Di fronte all’ennesimo episodio di aggressione ai vigili urbani durante i controlli contro la contraffazione e l’abusivismo commerciale, torniamo a ribadire la nostra solidarietà nei confronti degli operatori della Polizia municipale, che rischiano la propria incolumità facendo il proprio dovere e chiediamo al Questore ed al Sindaco di lavorare insieme per evitare il prolungarsi di una situazione critica. Serve un salto di qualità nelle indagini, perché il singolo abusivo che scappa con la borsa non è altro che l’ultimo disperato anello di una catena impressionante di illegalità che danneggia la società e mette in pericolo i consumatori (vista la tossicità di alcuni prodotti contraffatti). Secondo i dati diffusi dal Censis, dai servizi di sicurezza e dalla Procura nazionale antimafia, infatti, dietro la vendita di prodotti contraffatti in Italia c’è soprattutto la camorra e, in misura minore, la ‘ndrangheta.
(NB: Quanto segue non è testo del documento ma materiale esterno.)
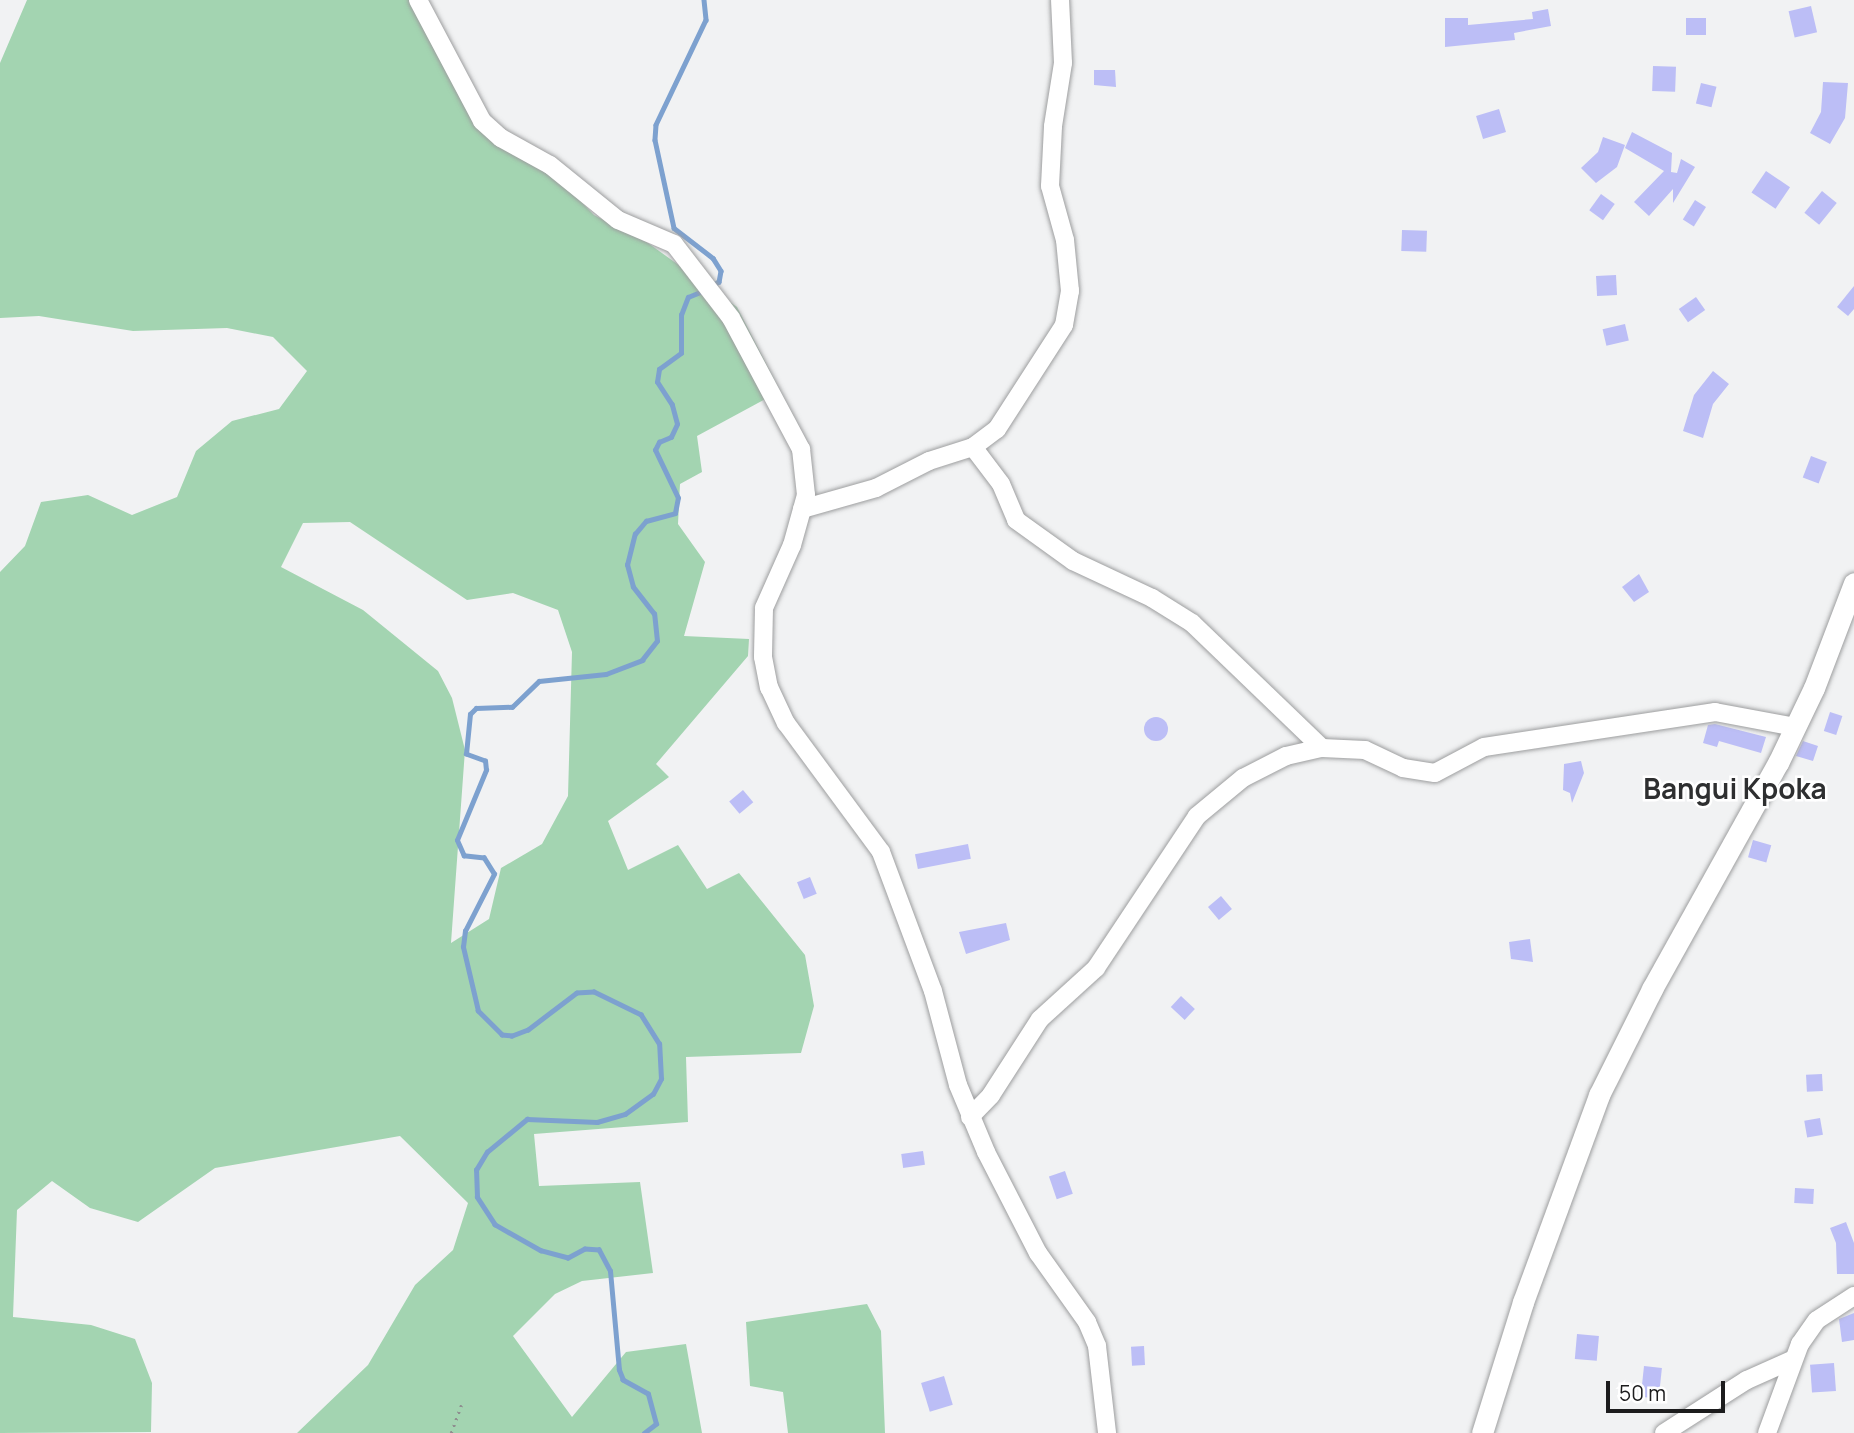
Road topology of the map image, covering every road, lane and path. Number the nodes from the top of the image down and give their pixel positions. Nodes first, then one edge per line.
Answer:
1 (418, 0) edge
2 (1060, 0) edge
3 (973, 447) junction
4 (802, 509) junction
5 (1854, 583) edge
6 (1795, 727) junction
7 (1322, 748) junction
8 (971, 1118) junction
9 (1854, 1296) edge
10 (1792, 1360) junction
11 (461, 1405) dead end
12 (451, 1433) edge
13 (1107, 1433) edge
14 (1482, 1433) edge
15 (1664, 1433) edge
16 (1767, 1433) edge

1 - 4 street
2 - 3 street
3 - 4 street
3 - 7 street
4 - 8 street
5 - 6 street
6 - 7 street
6 - 14 street
7 - 8 street
8 - 13 street
9 - 10 street
10 - 15 street
10 - 16 street
11 - 12 path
Si tratta di almeno 5 miliardi di euro all’anno sottratti al fisco (che li recupera dai cittadini onesti) e di oltre 6 miliardi di ricavi annui per le mafie, con un giro d’affari di oltre 13 miliardi. Anche a Livorno le indagini devono rivolgersi soprattutto a chi rifornisce i venditori, per combattere il problema alla radice, inoltre i vigili urbani non devono più agire da soli per contrastare l’abusivismo: servono azioni integrate tra le varie forze dell’ordine e una soluzione legale per chi intende mettersi in regola, individuando aree da riqualificare con mercatini multietnici anziché alimentare il degrado del centro.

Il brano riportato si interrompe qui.